6 comments

  • Youden 3 hours ago
    I have 25Gbps from Init7 at home. My "router" is a Minisforum MS-01 with a second-hand Mellanox ConnectX-5, running VyOS.

    My main home server is a Supermicro SYS-510D-4C-FN6P. It has dual 25Gbps ports onboard but also an Intel E810-XXVDA4T with another 4x25Gbps ports.

    Both of them are perfectly capable of saturating their ports using stock forwarding on Linux, no DPDK, VPP, anything, without breaking a sweat. Both of them were substantially cheaper than the machine in the article.

    Is there something I'm missing? Why does this workstation need a ~$1000 motherboard and a ~$1000 Xeon CPU? Those two components alone cost more than either of my computers and seem like severe overkill.

    • wmf 3 hours ago
      SCION is much slower than normal IP.
    • FireBeyond 3 hours ago
      My understanding is that the setup needs to allow them to work on packet routing at those speeds, not just send/receive, to simulate SCION.
      • Youden 3 hours ago
        Ah, so they need to hold giant routing tables in memory and do lookups in them or something like that?
        • Veserv 1 hour ago
          Does not look like it [1]. It appears to be a protocol that enumerates your exact path, interface by interface, on every data packet. So you can just blindly forward to the next hop written in the packet itself.

          By my guess, a competent and efficient implementation should be able to run the routing logic at ~30-100 million packets per second per core.
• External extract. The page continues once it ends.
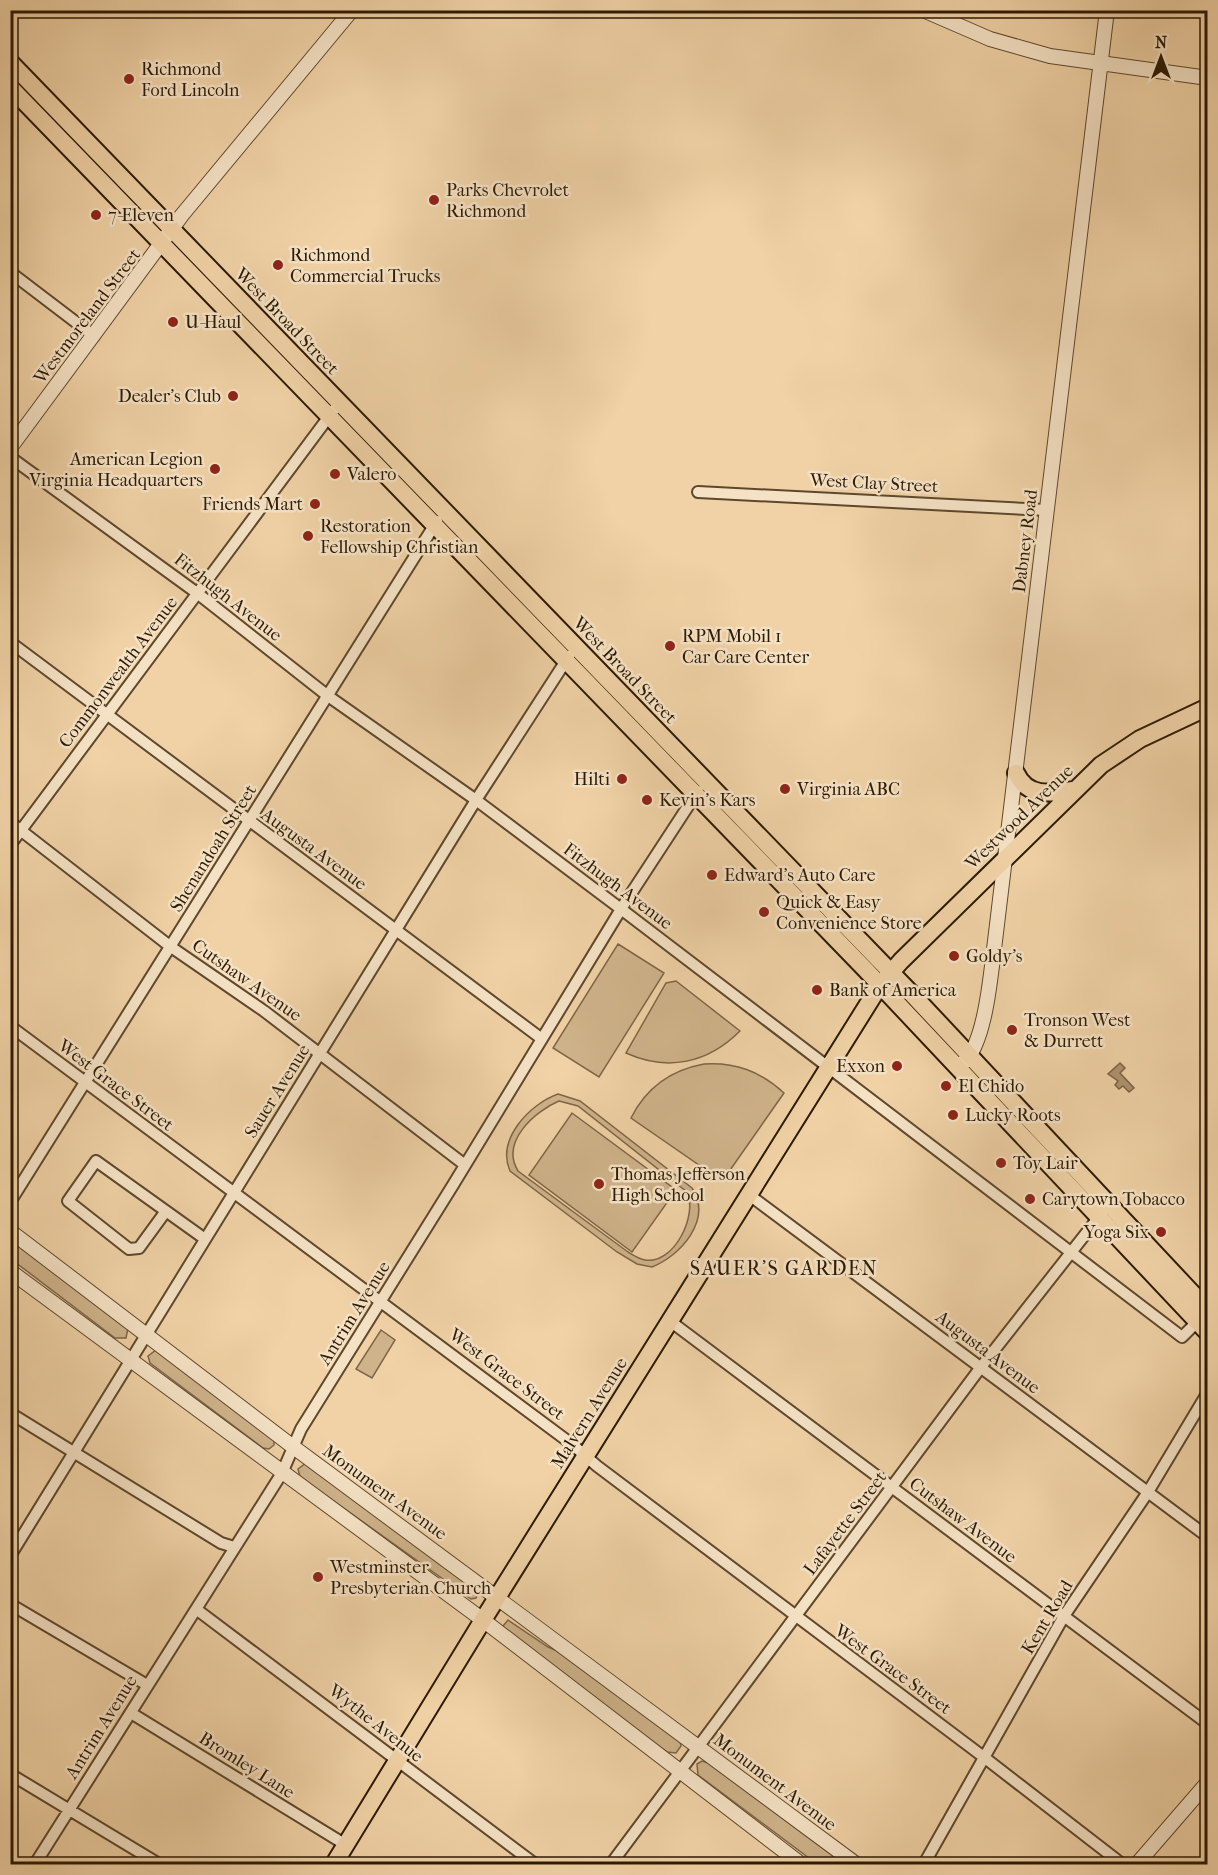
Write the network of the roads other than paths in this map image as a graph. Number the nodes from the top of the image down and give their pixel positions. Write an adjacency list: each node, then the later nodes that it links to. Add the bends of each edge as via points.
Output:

That would be ~300-1,000 Gb/s per core, so you would bottleneck on your memory bandwidth if you have even a single copy.

          [1] https://www.ietf.org/archive/id/draft-dekater-scion-dataplan...
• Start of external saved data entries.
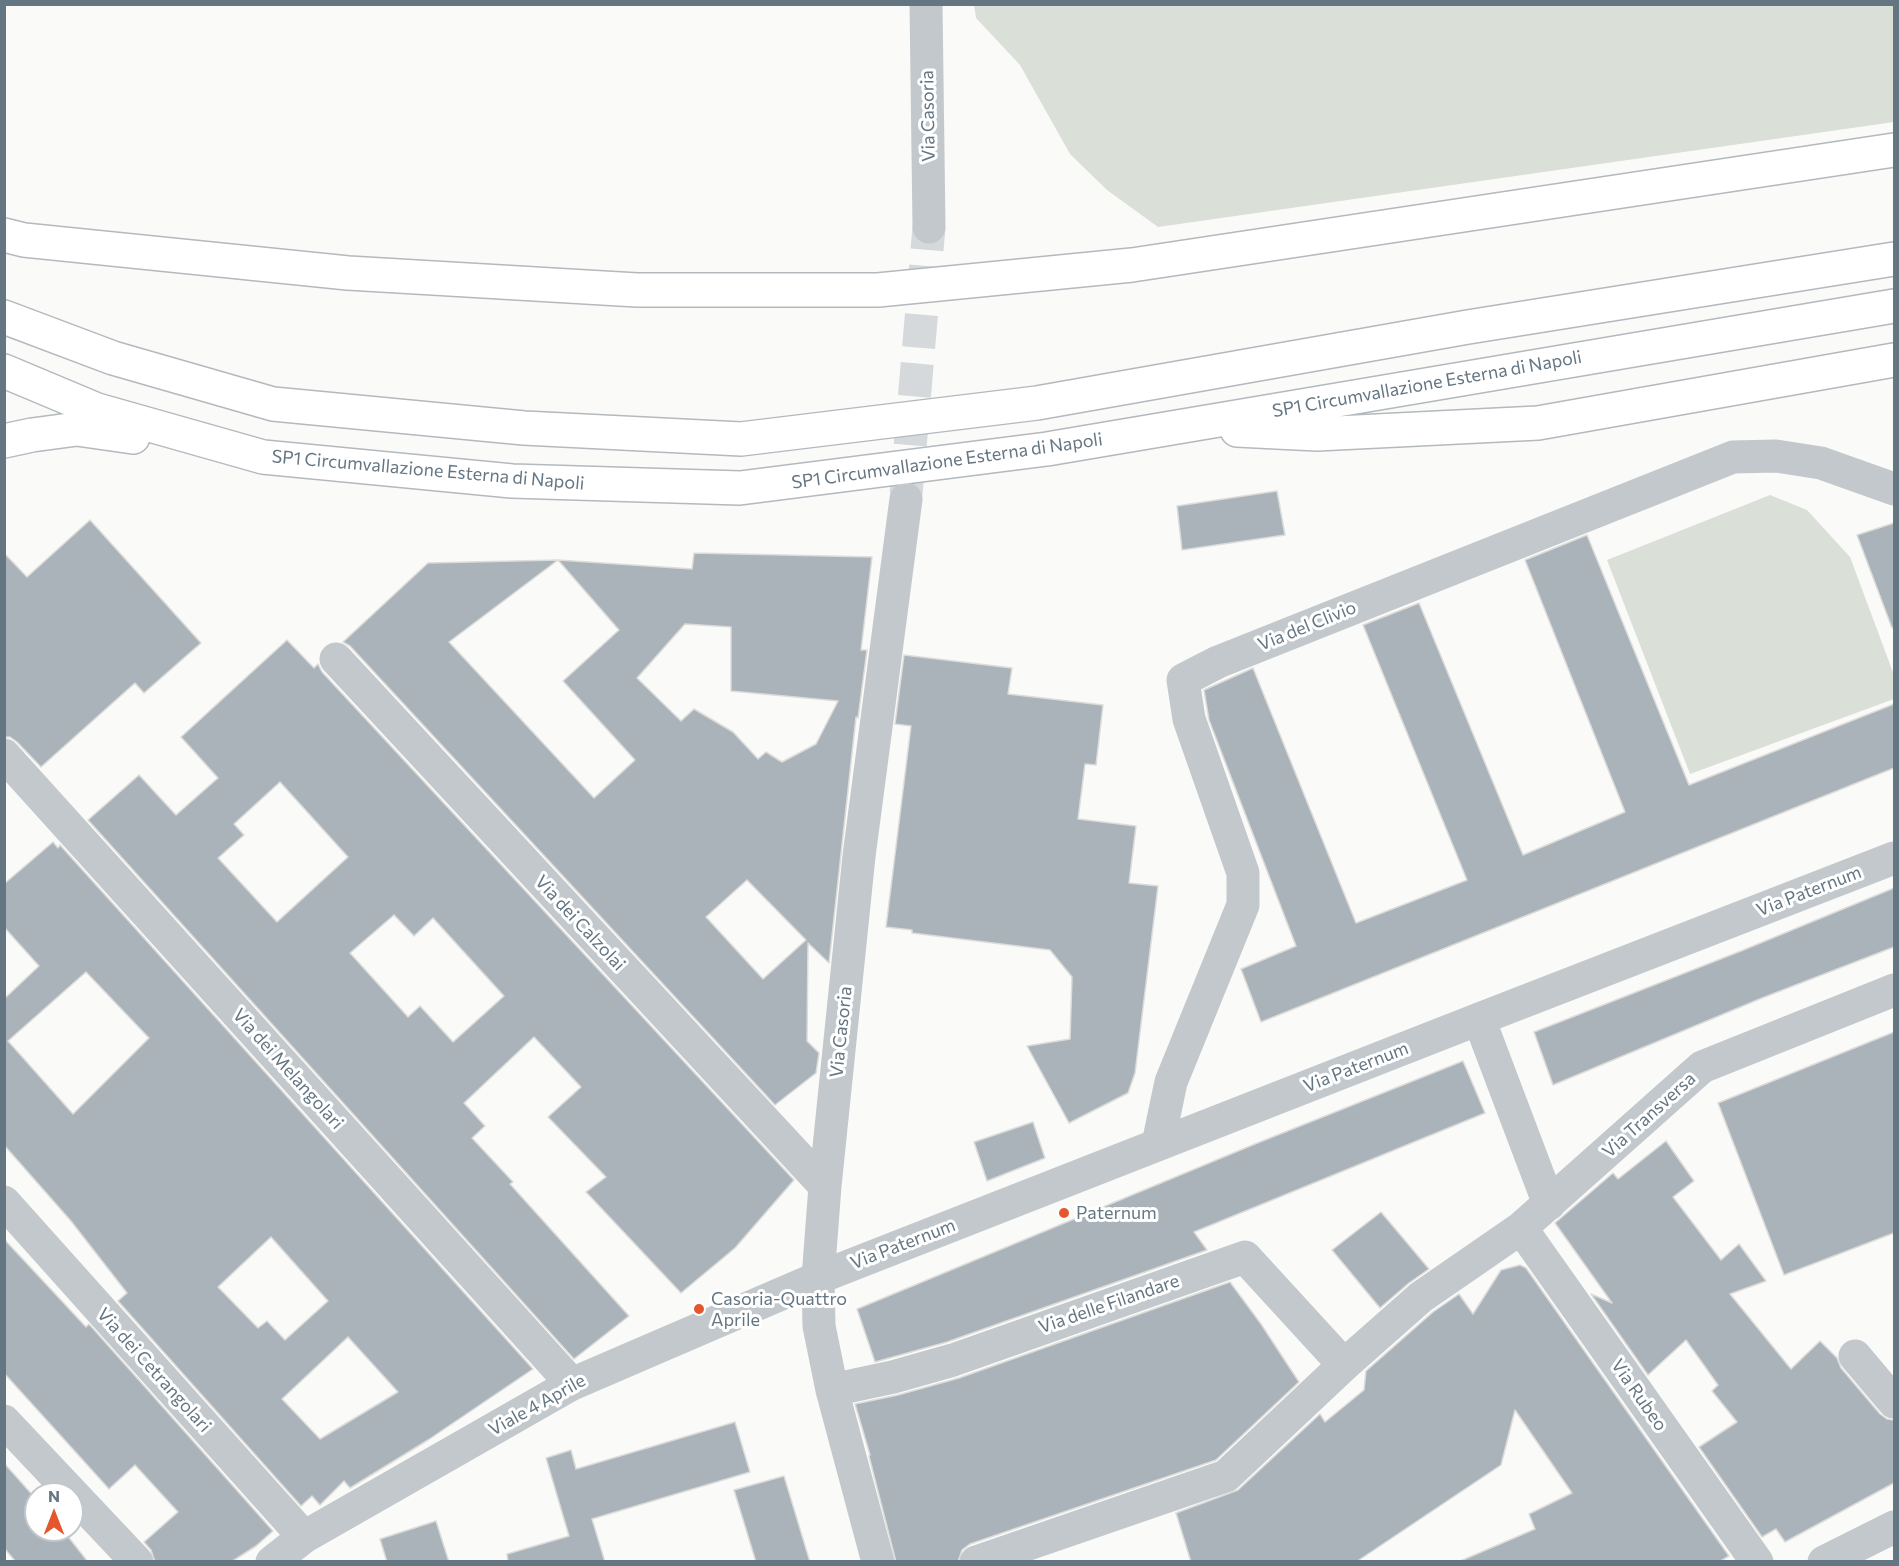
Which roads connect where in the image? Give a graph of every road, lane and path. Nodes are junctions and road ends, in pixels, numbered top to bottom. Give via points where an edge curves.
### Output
1 (926, 4) edge
2 (1894, 150) edge
3 (929, 227) tunnel mouth
4 (4, 235) edge
5 (1894, 259) edge
6 (1894, 306) edge
7 (4, 317) edge
8 (1894, 360) edge
9 (4, 371) edge
10 (1178, 427) junction
11 (199, 439) junction
12 (4, 441) edge
13 (1894, 489) edge
14 (906, 499) tunnel mouth
15 (336, 659) dead end
16 (4, 755) edge
17 (1894, 858) edge
18 (1894, 990) edge
19 (1479, 1018) junction
20 (1158, 1144) junction
21 (825, 1186) junction
22 (4, 1202) edge
23 (1549, 1204) junction
24 (1521, 1228) junction
25 (818, 1278) junction
26 (1855, 1356) dead end
27 (1344, 1365) junction
28 (572, 1384) junction
29 (832, 1390) junction
30 (1894, 1402) edge
31 (4, 1421) edge
32 (1894, 1527) edge
33 (304, 1537) junction
34 (137, 1562) edge
35 (272, 1562) edge
36 (878, 1562) edge
37 (976, 1562) edge
38 (1756, 1562) edge
39 (1824, 1562) edge

1 - 3 street, Via Casoria
2 - 4 highway via 1132,265 878,290 637,290 348,273
5 - 7 highway via 1468,327 1037,403 741,440 525,428 273,404 113,358
6 - 10 highway, SP1 Circumvallazione Esterna di Napoli
8 - 10 highway via 1538,423 1317,434
9 - 11 highway, SP1 Circumvallazione Esterna di Napoli via 97,410
10 - 11 highway, SP1 Circumvallazione Esterna di Napoli via 1047,449 740,488 512,481 263,457
11 - 12 highway via 125,436 77,429
13 - 20 street, Via del Clivio via 1821,463 1776,456 1733,457 1218,662 1183,680 1189,720 1243,873 1243,905 1170,1082
14 - 21 street, Via Casoria via 859,856
15 - 21 street, Via dei Calzolai
16 - 28 street, Via dei Melangolari
17 - 19 street, Via Paternum
18 - 23 street, Via Transversa via 1702,1067
19 - 20 street, Via Paternum
19 - 23 street
20 - 25 street, Via Paternum
21 - 25 street, Via Casoria
22 - 33 street, Via dei Cetrangolari
23 - 24 street, Via Transversa
24 - 27 street via 1421,1297
24 - 38 street, Via Rubeo
25 - 28 street, Viale 4 Aprile
25 - 29 street, Via Casoria via 819,1326
26 - 30 street
27 - 29 street, Via delle Filandare via 1245,1257 953,1360
27 - 37 street via 1226,1476
28 - 33 street, Viale 4 Aprile
29 - 36 street, Via Casoria
31 - 34 street
32 - 39 street
33 - 35 street, Viale 4 Aprile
          • wmf 1 hour ago
            Don't forget checking the MACs.
  • markhahn 31 minutes ago
    Most of this was "enthusiasts playing with bigboy stuff", but it turns out ok in the end.
  • neutrinobro 5 hours ago
    Nice write up! For this sort of thing, I have leaned towards AMD Epyc, Intel e810, and DPDK for the software stack. Unfortunately, lately the supermicro H13SSL line of mobo's appear to have become near-unobtainable with ridiculous 6+ month lead times.
    • Melatonic 4 hours ago
      Why that mobo specifically ?
      • neutrinobro 4 hours ago
        No idea, you can still get one-off boards here and there, but buying anything in quantity has been tricky. I can only surmise supermicro's resources are largely tied up with AI data center build out, with everything else relegated to short runs.
  • jeffrallen 4 hours ago
    It is too bad this important work needed to be done on the cheap. You'd think if the Swiss National Bank was involved, you could get a proper budget....

    It would have been a lot easier to focus on the important implementation details if the server was an off the shelf Lenovo datacenter server (SD550?) with a pair of 100 gig/s NVIDIA cards in it.

    (Source: last month I set up a machine like this for a colleague to do approximately the same task. I spent "copy and paste the production server config" time on it, not a week.)

  • auspiv 5 hours ago
    Wow, 249 CHF for 8x fans is insane. The grip Noctua has on people! Nice workstation.
    • Palomides 4 hours ago
      they aren't cheap, but noctua's latest 120mm fans are arguably as good as it gets, in quantifiable ways: https://www.hwcooling.net/en/noctua-nf-a12x25-g2-pwm-the-kin...
      • Melatonic 4 hours ago
        Personally was always a fan of just going with the largest fans possible - surprised we don't see more cases designed around 140mm and larger. 200mm is much less common but has a more pleasing noise profile
        • Gracana 1 hour ago
          I'm also a fan of that sort of setup. A Fractal Meshify 2 XL will fit a bunch of 140mm fans, or you can get the Torrent which is smaller but has 2x 180mm fans up front. I have both and would recommend them, though the Torrent is a tight fit for a big board, and the shield on the back of the Asus W790 motherboards interferes with the cable routing grommets on the motherboard tray, so you have to remove them.
        • jeffrallen 4 hours ago
          Oxide Computer has entered the chat...
    • immibis 3 hours ago
      Noctua makes really good fans, I'm told. Want to get on their level and make a similar amount of money? In a world of slop, quality engineering is valuable.